### INSTRUCTIONS TO FOLLOW
Please give an exact printout of the records, without any pictures.

### STORED DATA
---+---

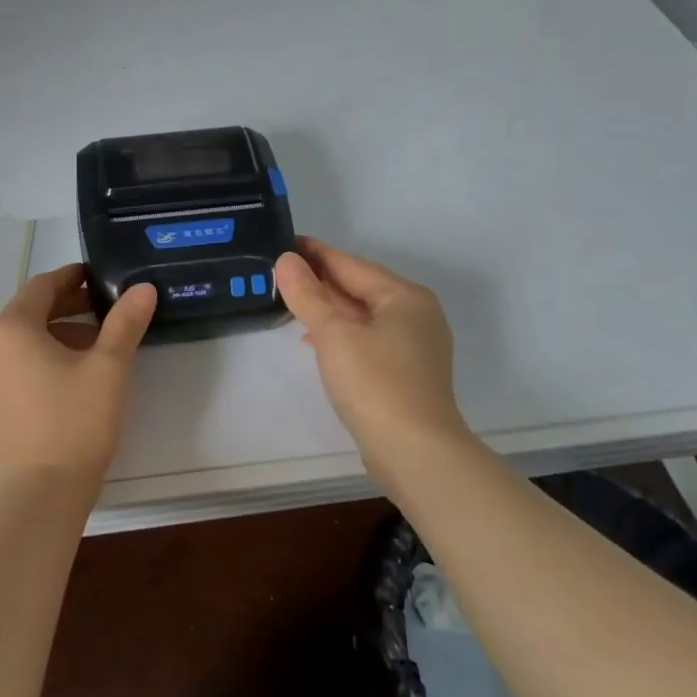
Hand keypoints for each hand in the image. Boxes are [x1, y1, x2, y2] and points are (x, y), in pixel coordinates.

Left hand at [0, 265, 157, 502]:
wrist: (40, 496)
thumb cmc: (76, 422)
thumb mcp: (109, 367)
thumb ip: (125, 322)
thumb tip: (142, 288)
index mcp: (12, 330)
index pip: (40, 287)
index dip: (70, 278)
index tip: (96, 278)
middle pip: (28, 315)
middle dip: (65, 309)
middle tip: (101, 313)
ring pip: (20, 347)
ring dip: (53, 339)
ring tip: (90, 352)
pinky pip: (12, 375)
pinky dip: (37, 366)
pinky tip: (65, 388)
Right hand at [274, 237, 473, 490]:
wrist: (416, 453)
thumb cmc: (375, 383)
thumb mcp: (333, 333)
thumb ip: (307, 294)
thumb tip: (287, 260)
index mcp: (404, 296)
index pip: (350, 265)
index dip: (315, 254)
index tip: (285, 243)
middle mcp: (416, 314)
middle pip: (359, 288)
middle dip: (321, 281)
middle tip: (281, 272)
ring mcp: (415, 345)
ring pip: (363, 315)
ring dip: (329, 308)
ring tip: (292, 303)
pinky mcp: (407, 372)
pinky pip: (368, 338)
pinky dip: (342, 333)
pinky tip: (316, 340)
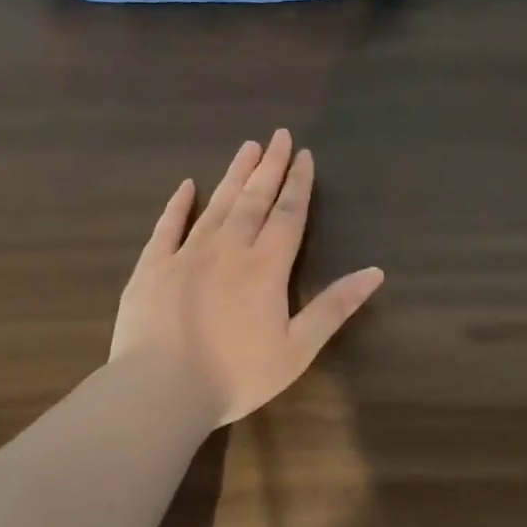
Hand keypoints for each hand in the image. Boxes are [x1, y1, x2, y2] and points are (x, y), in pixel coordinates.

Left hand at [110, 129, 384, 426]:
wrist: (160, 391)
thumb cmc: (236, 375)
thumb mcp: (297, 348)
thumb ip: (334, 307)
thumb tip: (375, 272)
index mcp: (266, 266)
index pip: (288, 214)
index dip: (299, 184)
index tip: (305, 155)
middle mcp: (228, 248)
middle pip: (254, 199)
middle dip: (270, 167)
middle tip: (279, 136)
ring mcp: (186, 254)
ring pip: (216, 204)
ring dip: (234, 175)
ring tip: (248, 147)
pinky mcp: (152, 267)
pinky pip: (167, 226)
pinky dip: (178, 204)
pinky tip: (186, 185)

---+---

### WRITTEN REPLY
Hand keypoints for each hand in the image. Boxes are [x1, y1, x2, y2] and points are (x, y), in pixel coordinates.

Left hand at [0, 265, 157, 502]:
wrist: (40, 496)
thumb cmc: (76, 422)
thumb mcp: (109, 367)
thumb ip: (125, 322)
thumb tip: (142, 288)
index mcp: (12, 330)
index pip: (40, 287)
index dip: (70, 278)
index tip: (96, 278)
middle pip: (28, 315)
middle dip: (65, 309)
middle tip: (101, 313)
ring pip: (20, 347)
ring dip: (53, 339)
ring tip: (90, 352)
pinky pip: (12, 375)
pinky dip: (37, 366)
pinky tip: (65, 388)
Right hand at [274, 237, 473, 490]:
wrist: (416, 453)
thumb cmc: (375, 383)
thumb mcp: (333, 333)
thumb ip: (307, 294)
thumb tip: (287, 260)
index mcp: (404, 296)
index pip: (350, 265)
index dip: (315, 254)
index tip: (285, 243)
middle mcp: (416, 314)
middle pip: (359, 288)
middle dip: (321, 281)
middle tip: (281, 272)
ring mcp: (415, 345)
ring pip: (363, 315)
ring dip: (329, 308)
ring tip: (292, 303)
pinky mcp: (407, 372)
pinky pip: (368, 338)
pinky dip: (342, 333)
pinky tip: (316, 340)
Hand keypoints for each hand in the image. Boxes are [x1, y1, x2, y2] and points are (x, y), in pixel coordinates.

Left hand at [110, 129, 384, 426]:
wrist: (160, 391)
thumb cmc: (236, 375)
thumb mcp: (297, 348)
thumb ip: (334, 307)
thumb tip: (375, 272)
index mcp: (266, 266)
index pip: (288, 214)
index dip: (299, 184)
index tip: (305, 155)
middle mcp: (228, 248)
middle pip: (254, 199)
middle dip: (270, 167)
middle tip: (279, 136)
ring mcp: (186, 254)
ring pip: (216, 204)
ring dip: (234, 175)
ring tip: (248, 147)
pinky mcp: (152, 267)
pinky pip: (167, 226)
pinky dip: (178, 204)
pinky tip: (186, 185)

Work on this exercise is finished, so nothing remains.